# What you need to do
The data below should be printed in full, exactly, and without any of its images.

# Source data
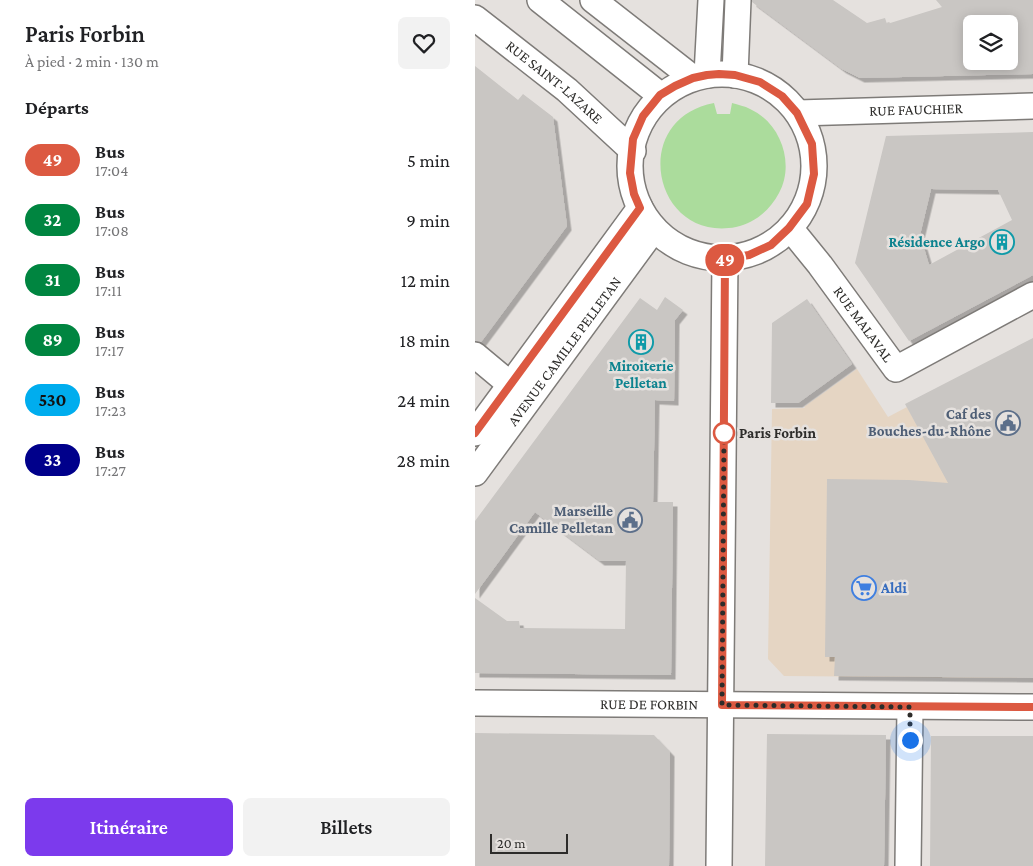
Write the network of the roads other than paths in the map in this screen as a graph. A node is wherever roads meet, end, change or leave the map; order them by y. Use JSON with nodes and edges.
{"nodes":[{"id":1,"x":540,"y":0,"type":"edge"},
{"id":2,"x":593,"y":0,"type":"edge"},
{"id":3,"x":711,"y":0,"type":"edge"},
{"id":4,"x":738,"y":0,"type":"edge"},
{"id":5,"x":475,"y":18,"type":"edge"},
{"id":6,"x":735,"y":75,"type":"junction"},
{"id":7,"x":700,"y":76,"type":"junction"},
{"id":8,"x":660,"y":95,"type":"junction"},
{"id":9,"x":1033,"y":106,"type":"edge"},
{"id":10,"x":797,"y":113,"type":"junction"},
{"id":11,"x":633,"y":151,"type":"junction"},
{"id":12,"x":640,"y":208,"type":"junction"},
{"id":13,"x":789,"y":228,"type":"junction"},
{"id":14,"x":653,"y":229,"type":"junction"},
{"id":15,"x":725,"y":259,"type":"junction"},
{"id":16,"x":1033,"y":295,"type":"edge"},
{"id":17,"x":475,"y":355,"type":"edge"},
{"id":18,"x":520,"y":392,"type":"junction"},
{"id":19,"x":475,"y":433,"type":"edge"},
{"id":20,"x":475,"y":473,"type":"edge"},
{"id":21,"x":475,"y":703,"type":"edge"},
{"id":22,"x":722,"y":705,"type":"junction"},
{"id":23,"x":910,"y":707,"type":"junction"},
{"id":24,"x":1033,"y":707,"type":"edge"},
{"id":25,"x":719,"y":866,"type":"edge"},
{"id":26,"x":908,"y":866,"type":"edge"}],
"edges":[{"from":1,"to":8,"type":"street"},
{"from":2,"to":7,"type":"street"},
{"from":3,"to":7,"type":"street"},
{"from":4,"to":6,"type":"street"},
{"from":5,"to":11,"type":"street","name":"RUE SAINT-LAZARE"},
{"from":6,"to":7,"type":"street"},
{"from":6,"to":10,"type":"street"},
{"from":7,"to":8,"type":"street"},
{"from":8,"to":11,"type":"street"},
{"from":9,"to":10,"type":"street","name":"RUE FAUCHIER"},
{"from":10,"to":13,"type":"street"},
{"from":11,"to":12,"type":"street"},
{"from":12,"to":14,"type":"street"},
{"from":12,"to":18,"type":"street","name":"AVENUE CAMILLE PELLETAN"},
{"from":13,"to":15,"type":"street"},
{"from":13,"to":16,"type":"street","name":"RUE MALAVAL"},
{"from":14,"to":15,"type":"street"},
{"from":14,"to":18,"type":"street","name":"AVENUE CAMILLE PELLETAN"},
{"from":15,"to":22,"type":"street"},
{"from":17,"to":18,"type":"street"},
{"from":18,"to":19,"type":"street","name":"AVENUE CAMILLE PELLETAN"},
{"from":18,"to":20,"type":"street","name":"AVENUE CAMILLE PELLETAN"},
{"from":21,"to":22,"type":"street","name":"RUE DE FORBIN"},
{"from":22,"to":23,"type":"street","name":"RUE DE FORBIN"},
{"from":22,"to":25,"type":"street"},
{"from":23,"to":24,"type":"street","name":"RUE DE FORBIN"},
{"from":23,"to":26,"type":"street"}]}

# Worked solution
Write the network of the roads other than paths in the map in this screen as a graph. A node is wherever roads meet, end, change or leave the map; order them by y. Use JSON with nodes and edges.
{"nodes":[{"id":1,"x":540,"y":0,"type":"edge"},
{"id":2,"x":593,"y":0,"type":"edge"},
{"id":3,"x":711,"y":0,"type":"edge"},
{"id":4,"x":738,"y":0,"type":"edge"},
{"id":5,"x":475,"y":18,"type":"edge"},
{"id":6,"x":735,"y":75,"type":"junction"},
{"id":7,"x":700,"y":76,"type":"junction"},
{"id":8,"x":660,"y":95,"type":"junction"},
{"id":9,"x":1033,"y":106,"type":"edge"},
{"id":10,"x":797,"y":113,"type":"junction"},
{"id":11,"x":633,"y":151,"type":"junction"},
{"id":12,"x":640,"y":208,"type":"junction"},
{"id":13,"x":789,"y":228,"type":"junction"},
{"id":14,"x":653,"y":229,"type":"junction"},
{"id":15,"x":725,"y":259,"type":"junction"},
{"id":16,"x":1033,"y":295,"type":"edge"},
{"id":17,"x":475,"y":355,"type":"edge"},
{"id":18,"x":520,"y":392,"type":"junction"},
{"id":19,"x":475,"y":433,"type":"edge"},
{"id":20,"x":475,"y":473,"type":"edge"},
{"id":21,"x":475,"y":703,"type":"edge"},
{"id":22,"x":722,"y":705,"type":"junction"},
{"id":23,"x":910,"y":707,"type":"junction"},
{"id":24,"x":1033,"y":707,"type":"edge"},
{"id":25,"x":719,"y":866,"type":"edge"},
{"id":26,"x":908,"y":866,"type":"edge"}],
"edges":[{"from":1,"to":8,"type":"street"},
{"from":2,"to":7,"type":"street"},
{"from":3,"to":7,"type":"street"},
{"from":4,"to":6,"type":"street"},
{"from":5,"to":11,"type":"street","name":"RUE SAINT-LAZARE"},
{"from":6,"to":7,"type":"street"},
{"from":6,"to":10,"type":"street"},
{"from":7,"to":8,"type":"street"},
{"from":8,"to":11,"type":"street"},
{"from":9,"to":10,"type":"street","name":"RUE FAUCHIER"},
{"from":10,"to":13,"type":"street"},
{"from":11,"to":12,"type":"street"},
{"from":12,"to":14,"type":"street"},
{"from":12,"to":18,"type":"street","name":"AVENUE CAMILLE PELLETAN"},
{"from":13,"to":15,"type":"street"},
{"from":13,"to":16,"type":"street","name":"RUE MALAVAL"},
{"from":14,"to":15,"type":"street"},
{"from":14,"to":18,"type":"street","name":"AVENUE CAMILLE PELLETAN"},
{"from":15,"to":22,"type":"street"},
{"from":17,"to":18,"type":"street"},
{"from":18,"to":19,"type":"street","name":"AVENUE CAMILLE PELLETAN"},
{"from":18,"to":20,"type":"street","name":"AVENUE CAMILLE PELLETAN"},
{"from":21,"to":22,"type":"street","name":"RUE DE FORBIN"},
{"from":22,"to":23,"type":"street","name":"RUE DE FORBIN"},
{"from":22,"to":25,"type":"street"},
{"from":23,"to":24,"type":"street","name":"RUE DE FORBIN"},
{"from":23,"to":26,"type":"street"}]}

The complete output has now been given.